Methods: 128 patients undergoing total knee (TKR) and hip (THR) replacement were randomised to receive a peri-articular intra-operative injection containing ropivacaine, ketorolac, epimorphine and epinephrine or nothing. The anaesthetic analgesic regime was standardised. All patients received patient controlled analgesia (PCA) for 24 hours post surgery, followed by standard analgesia. VAS pain scores during activity and at rest and patient satisfaction scores were recorded pre and post operatively and at 6 week follow up. PCA consumption and overall analgesic requirement were measured.
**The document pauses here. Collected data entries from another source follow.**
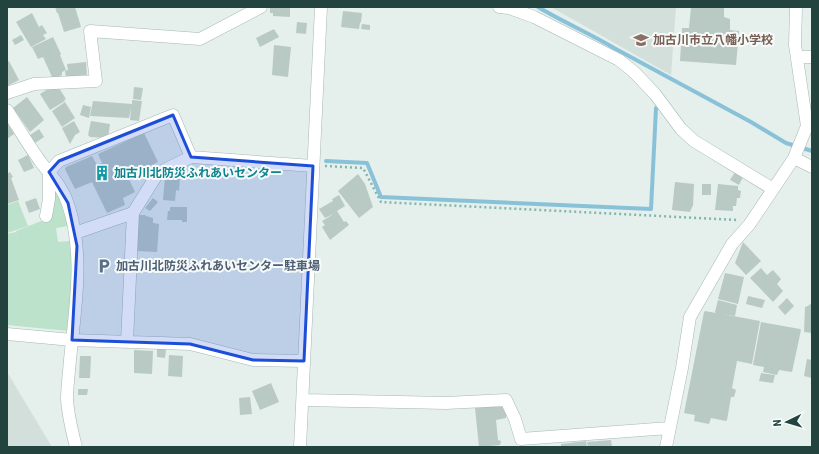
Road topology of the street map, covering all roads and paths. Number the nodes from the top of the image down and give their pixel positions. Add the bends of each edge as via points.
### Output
1 (261, 7) edge
2 (321, 7) edge
3 (499, 7) edge
4 (796, 7) edge
5 (797, 56) junction
6 (812, 57) edge
7 (7, 93) edge
8 (7, 110) edge
9 (191, 157) junction
10 (794, 158) junction
11 (313, 166) junction
12 (812, 167) edge
13 (49, 172) junction
14 (773, 189) junction
15 (133, 213) junction
16 (46, 216) dead end
17 (749, 225) junction
18 (75, 233) junction
19 (7, 334) edge
20 (72, 340) junction
21 (127, 342) junction
22 (304, 361) junction
23 (303, 400) junction
24 (669, 428) junction
25 (522, 443) edge
26 (76, 447) edge
27 (300, 447) edge
28 (666, 447) edge

1 - 7 street via 200,39 90,31 96,81 34,84
2 - 11 street
3 - 14 street via 534,17 619,60 650,89 690,137
4 - 5 street
5 - 6 street
5 - 10 street via 807,126
8 - 13 street
9 - 11 street
9 - 13 street via 173,115 59,161
9 - 15 street via 158,173
10 - 12 street
10 - 14 street
11 - 17 path via 363,168 381,202 737,220
11 - 22 street
13 - 16 street
13 - 18 street via 68,203
14 - 17 street
15 - 18 street
15 - 21 street
17 - 24 street via 732,244 690,317
18 - 20 street via 78,259
19 - 20 street
20 - 21 street
20 - 26 street via 67,398
21 - 22 street via 190,344 253,360
22 - 23 street
23 - 25 street via 446,403 506,400
23 - 27 street
24 - 25 street
24 - 28 street

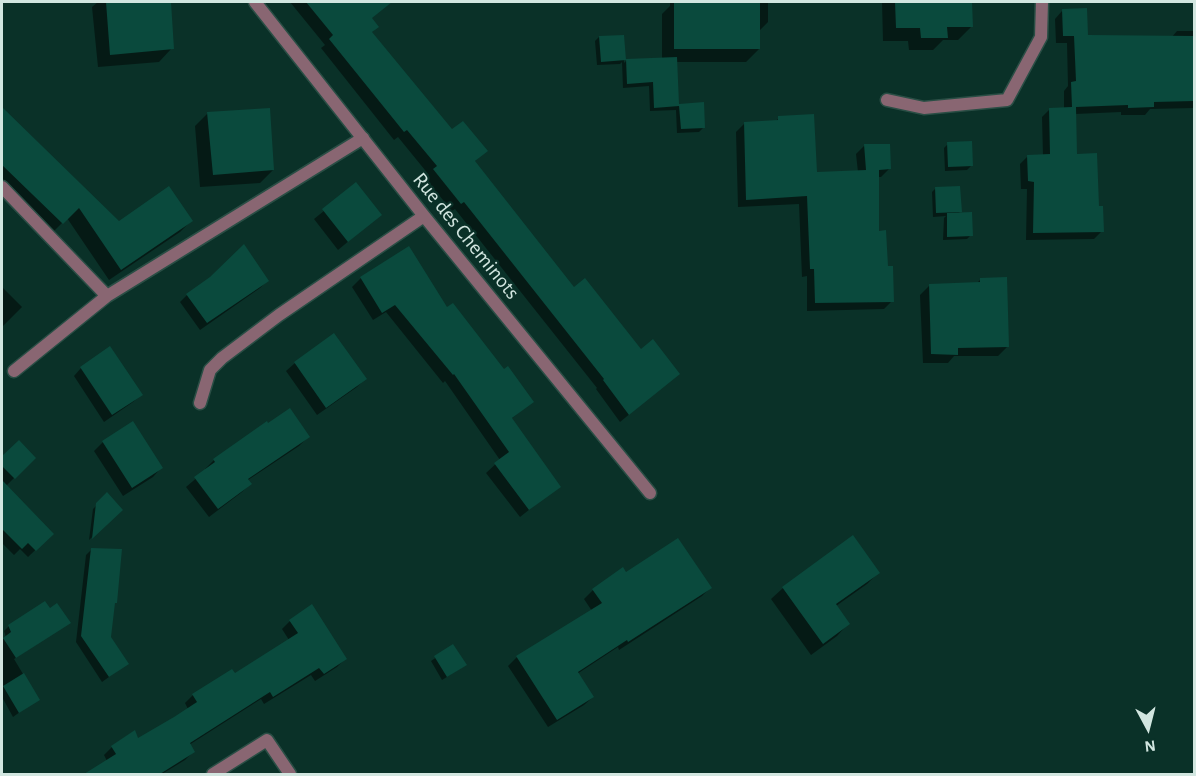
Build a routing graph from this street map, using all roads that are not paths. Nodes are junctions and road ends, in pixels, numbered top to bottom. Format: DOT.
graph roads {
  1 [pos="255,2"];
  2 [pos="1042,2"];
  3 [pos="887,100"];
  4 [pos="363,138"];
  5 [pos="2,187"];
  6 [pos="424,216"];
  7 [pos="107,296"];
  8 [pos="14,371"];
  9 [pos="200,404"];
  10 [pos="650,493"];
  11 [pos="213,774"];
  12 [pos="290,774"];
  1 -- 4 [label="street, Rue des Cheminots"];
  2 -- 3 [label="street"];
  4 -- 6 [label="street, Rue des Cheminots"];
  4 -- 7 [label="street"];
  5 -- 7 [label="street"];
  6 -- 9 [label="street"];
  6 -- 10 [label="street, Rue des Cheminots"];
  7 -- 8 [label="street"];
  11 -- 12 [label="street"];
}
Results: Both TKR and THR patients used significantly less PCA 6 hours after surgery (p = 0.02 THR, p< 0.01 TKR). TKR patients receiving the injection used significantly less PCA use over 24 hours post surgery (p = 0.013). VAS for pain at 4 hrs post operation was significantly lower in the both groups (p = 0.003 TKR)(p = 0.017 THR). VAS for pain during activity at 24 hours was significantly less (p = 0.001) in the injected TKR group. Overall hospital stay and wound complications were not different between the groups.

Conclusions: Peri-articular analgesia significantly reduces post-operative analgesia requirement in TKR and THR patients. Greater satisfaction and pain relief was seen in TKR patients compared with THR.